» **Exercise**
Search through the entries for the word "Tunç" and copy every line that has it.
***** Dataset entries
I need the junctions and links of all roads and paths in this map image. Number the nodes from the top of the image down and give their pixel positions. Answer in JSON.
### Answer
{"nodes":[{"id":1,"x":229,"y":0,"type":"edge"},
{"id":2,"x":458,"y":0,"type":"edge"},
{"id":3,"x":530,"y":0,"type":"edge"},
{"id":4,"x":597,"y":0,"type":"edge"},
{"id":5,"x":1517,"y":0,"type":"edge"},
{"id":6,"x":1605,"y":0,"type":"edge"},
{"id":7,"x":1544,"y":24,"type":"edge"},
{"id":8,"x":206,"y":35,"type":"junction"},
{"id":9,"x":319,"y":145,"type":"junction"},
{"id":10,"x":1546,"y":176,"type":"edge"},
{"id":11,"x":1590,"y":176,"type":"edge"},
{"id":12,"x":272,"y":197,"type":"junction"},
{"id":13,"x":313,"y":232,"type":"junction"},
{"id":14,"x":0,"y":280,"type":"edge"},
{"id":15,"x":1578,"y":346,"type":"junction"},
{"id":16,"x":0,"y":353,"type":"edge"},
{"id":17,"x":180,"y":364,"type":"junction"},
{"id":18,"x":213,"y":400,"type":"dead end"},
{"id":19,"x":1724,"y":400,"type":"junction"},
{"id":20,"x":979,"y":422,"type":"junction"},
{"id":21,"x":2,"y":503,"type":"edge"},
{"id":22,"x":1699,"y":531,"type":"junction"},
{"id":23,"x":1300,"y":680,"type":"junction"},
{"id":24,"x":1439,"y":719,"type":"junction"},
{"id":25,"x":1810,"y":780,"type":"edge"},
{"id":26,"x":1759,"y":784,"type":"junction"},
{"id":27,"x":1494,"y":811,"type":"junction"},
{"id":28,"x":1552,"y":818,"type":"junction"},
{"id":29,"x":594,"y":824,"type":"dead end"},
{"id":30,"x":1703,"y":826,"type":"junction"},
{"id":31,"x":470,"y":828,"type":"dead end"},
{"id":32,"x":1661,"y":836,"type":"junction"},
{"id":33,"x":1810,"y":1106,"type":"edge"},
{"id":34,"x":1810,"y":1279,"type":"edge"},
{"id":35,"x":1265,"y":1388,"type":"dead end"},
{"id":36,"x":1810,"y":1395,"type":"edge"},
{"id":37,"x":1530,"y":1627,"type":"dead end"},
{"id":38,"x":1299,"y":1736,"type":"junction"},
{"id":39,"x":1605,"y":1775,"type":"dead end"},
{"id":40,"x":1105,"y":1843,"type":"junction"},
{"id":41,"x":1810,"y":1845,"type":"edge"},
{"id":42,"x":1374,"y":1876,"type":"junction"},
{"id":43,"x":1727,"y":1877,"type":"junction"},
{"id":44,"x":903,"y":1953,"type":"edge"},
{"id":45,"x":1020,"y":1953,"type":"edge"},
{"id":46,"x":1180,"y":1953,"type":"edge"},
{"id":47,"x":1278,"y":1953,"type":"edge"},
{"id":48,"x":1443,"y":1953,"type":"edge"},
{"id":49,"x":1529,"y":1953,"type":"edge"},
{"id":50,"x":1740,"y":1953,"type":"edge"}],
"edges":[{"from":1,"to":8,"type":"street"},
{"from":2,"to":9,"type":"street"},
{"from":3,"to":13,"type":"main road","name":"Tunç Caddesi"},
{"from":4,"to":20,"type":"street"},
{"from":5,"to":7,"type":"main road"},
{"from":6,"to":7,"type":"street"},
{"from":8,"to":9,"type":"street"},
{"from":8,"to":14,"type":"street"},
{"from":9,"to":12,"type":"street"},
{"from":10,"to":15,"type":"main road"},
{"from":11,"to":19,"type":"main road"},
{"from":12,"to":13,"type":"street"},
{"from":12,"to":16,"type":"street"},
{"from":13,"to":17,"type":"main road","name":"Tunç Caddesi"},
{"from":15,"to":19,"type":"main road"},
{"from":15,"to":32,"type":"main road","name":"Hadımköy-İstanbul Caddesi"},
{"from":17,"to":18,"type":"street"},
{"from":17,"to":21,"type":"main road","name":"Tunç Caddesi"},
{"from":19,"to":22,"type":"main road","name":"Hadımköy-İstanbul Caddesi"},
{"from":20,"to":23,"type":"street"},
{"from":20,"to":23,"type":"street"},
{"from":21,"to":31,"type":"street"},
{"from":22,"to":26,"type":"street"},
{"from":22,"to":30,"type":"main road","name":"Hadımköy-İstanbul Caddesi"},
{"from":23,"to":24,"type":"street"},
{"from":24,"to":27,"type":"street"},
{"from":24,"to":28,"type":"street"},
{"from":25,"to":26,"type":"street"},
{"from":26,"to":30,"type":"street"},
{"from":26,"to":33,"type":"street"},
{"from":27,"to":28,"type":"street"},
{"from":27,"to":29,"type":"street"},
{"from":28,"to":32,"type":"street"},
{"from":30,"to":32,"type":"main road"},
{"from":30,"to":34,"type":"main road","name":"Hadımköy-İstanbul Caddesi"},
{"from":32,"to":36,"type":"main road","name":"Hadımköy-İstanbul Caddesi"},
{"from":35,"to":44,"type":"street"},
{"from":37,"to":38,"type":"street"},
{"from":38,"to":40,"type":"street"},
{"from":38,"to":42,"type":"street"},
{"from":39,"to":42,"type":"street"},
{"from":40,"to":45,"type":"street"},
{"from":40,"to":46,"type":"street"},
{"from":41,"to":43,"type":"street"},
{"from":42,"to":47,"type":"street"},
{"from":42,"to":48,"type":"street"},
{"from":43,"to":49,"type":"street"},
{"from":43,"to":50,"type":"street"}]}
**********
» **Your response**
{"from":3,"to":13,"type":"main road","name":"Tunç Caddesi"},
{"from":13,"to":17,"type":"main road","name":"Tunç Caddesi"},
{"from":17,"to":21,"type":"main road","name":"Tunç Caddesi"},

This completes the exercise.